=== Begin Enclosure ===
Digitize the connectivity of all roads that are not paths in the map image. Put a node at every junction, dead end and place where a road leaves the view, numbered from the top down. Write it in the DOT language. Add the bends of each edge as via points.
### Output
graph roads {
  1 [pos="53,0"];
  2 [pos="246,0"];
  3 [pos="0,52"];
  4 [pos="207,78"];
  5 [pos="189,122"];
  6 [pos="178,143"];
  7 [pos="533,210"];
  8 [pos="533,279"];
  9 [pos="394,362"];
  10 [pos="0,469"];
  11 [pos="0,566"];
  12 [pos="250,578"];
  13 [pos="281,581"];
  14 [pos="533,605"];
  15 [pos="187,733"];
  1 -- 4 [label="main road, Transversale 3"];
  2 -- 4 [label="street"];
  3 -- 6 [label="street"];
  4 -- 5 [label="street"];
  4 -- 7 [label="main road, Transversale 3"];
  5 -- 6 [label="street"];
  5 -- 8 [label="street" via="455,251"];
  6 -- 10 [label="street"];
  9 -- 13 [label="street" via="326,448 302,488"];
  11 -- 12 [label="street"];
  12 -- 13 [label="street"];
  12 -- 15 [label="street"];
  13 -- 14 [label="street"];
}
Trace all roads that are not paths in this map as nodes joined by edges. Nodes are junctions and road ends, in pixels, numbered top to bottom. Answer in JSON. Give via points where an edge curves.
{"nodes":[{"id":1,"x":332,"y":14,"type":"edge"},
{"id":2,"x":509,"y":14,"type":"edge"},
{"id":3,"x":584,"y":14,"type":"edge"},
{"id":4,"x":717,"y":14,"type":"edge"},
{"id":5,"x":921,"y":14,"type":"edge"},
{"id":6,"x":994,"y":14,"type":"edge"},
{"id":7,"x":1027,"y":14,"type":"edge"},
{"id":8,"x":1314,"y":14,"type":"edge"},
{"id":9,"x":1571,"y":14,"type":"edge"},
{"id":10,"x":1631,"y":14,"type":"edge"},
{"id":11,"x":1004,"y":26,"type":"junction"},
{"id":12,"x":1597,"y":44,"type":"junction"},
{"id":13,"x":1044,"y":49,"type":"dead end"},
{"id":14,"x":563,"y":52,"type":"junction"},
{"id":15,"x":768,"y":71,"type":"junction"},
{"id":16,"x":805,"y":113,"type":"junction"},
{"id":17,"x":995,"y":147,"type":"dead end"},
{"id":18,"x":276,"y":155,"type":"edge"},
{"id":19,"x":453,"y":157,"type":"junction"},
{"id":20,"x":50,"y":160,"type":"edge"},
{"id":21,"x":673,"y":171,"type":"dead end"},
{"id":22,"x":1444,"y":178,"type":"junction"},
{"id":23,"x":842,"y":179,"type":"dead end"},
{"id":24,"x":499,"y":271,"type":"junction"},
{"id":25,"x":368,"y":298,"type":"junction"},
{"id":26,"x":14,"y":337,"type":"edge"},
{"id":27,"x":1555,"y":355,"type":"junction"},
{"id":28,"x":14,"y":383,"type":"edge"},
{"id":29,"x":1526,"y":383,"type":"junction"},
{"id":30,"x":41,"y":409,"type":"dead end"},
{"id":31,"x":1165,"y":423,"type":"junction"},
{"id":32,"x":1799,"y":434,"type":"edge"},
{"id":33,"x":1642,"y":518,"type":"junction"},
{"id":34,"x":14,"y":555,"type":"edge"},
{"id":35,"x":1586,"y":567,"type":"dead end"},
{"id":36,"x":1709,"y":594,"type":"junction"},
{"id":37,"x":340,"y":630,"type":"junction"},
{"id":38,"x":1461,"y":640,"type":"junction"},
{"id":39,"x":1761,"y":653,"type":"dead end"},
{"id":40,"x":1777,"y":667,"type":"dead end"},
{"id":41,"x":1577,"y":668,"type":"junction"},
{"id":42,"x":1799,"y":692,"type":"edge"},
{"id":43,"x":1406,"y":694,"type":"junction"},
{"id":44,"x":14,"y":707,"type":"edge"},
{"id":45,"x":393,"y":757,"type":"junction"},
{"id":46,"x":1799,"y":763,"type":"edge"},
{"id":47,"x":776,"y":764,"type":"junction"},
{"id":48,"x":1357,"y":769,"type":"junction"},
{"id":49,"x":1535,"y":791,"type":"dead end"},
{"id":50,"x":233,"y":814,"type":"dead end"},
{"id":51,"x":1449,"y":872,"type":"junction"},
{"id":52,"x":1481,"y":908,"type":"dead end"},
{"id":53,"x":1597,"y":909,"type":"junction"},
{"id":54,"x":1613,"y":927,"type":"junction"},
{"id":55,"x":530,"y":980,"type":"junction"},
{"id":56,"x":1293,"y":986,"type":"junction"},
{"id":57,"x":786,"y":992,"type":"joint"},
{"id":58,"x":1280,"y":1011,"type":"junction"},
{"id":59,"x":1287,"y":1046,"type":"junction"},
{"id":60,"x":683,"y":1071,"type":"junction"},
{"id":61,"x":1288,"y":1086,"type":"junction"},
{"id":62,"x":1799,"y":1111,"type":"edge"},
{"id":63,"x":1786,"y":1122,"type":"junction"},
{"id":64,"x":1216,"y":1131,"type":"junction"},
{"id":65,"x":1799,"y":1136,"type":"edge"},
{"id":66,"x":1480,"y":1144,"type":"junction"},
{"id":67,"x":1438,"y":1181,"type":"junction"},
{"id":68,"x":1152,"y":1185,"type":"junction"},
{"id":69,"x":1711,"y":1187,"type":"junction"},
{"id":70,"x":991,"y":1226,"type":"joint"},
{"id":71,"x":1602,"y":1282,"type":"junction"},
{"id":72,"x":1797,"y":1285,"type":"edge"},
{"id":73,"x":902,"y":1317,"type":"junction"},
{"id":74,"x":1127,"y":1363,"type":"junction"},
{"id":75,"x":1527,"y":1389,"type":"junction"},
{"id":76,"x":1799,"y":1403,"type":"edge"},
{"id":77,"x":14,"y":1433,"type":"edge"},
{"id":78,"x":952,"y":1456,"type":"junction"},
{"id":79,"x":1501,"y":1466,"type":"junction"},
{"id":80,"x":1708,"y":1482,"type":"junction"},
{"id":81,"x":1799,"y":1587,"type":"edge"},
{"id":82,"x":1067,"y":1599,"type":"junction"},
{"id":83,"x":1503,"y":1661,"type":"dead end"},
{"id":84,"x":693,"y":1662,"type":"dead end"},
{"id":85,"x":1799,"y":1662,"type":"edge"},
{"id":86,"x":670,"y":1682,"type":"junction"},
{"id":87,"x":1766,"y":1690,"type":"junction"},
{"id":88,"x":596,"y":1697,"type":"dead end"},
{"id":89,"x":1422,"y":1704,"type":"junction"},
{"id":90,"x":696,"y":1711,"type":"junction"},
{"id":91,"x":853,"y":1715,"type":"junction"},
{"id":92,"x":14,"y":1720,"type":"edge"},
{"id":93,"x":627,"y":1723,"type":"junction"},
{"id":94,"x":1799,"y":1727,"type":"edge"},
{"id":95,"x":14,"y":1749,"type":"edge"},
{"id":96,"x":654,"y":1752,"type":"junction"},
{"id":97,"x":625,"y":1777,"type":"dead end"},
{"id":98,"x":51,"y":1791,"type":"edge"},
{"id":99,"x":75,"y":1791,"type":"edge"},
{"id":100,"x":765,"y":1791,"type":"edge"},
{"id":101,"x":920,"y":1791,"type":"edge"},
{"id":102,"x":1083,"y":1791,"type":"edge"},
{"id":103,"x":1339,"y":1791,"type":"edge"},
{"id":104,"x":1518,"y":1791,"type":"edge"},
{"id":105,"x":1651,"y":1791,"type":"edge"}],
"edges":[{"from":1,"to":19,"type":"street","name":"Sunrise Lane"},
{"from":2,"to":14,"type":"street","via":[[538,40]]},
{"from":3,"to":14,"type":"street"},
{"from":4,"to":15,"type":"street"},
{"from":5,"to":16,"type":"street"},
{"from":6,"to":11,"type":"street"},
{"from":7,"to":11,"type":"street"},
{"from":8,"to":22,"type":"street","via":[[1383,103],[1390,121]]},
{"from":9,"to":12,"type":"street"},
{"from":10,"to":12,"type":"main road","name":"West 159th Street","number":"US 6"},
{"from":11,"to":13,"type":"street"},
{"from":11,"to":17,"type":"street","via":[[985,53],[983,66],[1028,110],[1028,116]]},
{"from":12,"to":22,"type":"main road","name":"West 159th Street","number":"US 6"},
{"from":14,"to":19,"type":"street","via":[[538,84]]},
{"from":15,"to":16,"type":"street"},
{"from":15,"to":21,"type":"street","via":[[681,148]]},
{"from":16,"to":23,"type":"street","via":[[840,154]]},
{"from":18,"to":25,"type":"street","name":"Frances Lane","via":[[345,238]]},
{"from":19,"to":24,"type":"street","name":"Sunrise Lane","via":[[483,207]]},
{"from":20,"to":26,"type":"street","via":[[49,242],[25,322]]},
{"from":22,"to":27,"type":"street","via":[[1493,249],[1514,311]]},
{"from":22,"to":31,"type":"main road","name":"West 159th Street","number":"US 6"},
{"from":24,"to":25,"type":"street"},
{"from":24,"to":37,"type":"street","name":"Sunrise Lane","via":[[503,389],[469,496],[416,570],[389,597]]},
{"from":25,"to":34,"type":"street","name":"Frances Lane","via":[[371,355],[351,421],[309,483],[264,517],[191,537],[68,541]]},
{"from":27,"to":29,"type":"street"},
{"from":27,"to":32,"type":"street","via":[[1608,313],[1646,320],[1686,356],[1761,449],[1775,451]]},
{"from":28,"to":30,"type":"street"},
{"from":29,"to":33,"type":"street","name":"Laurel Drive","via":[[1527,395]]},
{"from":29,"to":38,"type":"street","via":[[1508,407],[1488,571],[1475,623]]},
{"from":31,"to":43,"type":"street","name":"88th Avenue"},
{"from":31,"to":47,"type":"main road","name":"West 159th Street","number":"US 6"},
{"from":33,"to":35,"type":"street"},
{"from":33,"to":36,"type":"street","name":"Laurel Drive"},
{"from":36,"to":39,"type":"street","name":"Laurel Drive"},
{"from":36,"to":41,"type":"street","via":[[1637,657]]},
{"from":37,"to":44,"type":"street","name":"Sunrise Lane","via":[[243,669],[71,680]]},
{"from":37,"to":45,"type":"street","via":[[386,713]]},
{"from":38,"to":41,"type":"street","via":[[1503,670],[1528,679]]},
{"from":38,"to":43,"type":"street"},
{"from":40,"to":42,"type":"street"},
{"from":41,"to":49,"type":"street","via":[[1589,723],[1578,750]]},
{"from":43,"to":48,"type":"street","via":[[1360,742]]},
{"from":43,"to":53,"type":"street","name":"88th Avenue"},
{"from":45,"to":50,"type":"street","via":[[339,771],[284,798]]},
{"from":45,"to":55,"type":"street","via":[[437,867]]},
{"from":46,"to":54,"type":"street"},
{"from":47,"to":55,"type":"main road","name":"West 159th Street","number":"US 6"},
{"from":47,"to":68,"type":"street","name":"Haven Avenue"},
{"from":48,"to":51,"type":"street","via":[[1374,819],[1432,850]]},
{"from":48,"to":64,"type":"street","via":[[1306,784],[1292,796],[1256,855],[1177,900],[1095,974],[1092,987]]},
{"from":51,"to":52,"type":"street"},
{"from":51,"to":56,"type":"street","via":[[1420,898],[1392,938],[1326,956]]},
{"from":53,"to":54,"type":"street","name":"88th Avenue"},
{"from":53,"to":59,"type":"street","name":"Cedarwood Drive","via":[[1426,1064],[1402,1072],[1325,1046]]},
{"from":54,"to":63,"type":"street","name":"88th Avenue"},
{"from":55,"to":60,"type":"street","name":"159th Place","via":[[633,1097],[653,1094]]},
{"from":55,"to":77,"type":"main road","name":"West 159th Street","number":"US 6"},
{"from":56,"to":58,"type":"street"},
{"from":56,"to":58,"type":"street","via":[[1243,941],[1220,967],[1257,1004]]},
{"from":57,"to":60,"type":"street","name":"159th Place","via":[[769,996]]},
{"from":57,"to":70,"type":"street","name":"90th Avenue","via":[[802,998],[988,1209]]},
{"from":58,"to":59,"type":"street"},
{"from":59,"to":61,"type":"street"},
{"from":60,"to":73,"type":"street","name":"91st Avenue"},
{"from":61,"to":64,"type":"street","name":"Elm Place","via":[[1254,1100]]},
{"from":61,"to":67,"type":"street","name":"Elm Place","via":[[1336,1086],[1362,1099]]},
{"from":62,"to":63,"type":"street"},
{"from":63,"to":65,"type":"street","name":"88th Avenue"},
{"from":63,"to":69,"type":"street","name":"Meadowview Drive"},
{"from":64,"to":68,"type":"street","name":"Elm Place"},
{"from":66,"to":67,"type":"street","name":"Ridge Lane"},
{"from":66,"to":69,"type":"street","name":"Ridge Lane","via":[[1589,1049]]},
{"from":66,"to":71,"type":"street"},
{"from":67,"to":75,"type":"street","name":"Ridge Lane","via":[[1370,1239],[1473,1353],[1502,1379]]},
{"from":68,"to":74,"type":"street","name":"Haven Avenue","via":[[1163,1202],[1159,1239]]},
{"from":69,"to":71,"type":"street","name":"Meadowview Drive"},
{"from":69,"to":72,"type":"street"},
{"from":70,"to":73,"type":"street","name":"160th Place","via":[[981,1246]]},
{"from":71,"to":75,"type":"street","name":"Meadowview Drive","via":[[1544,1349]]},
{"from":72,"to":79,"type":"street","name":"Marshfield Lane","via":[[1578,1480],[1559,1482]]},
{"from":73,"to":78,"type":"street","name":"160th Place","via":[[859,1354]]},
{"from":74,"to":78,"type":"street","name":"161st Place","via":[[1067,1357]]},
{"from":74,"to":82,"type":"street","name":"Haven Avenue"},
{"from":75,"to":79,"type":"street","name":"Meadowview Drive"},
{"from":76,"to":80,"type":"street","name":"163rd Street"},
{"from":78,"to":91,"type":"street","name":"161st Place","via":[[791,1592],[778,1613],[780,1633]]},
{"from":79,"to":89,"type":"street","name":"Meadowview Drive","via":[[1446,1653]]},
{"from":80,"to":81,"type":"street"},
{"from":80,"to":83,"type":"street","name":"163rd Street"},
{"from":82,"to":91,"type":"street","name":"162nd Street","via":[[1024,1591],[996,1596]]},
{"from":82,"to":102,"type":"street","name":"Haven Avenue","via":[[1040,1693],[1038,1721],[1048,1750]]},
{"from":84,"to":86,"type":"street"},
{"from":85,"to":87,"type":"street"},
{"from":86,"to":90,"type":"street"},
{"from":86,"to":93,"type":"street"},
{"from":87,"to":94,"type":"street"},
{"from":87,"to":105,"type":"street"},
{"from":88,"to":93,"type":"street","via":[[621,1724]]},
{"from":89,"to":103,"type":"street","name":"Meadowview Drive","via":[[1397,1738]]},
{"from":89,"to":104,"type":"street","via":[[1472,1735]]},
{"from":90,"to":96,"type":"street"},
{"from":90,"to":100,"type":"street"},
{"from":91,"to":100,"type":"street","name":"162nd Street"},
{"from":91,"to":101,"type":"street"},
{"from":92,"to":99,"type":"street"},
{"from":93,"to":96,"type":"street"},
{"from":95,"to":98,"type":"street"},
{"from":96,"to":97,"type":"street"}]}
=== End Enclosure ===
A single figure is required: the number of lines in the data above in which the word "edges" appears.

Output: 2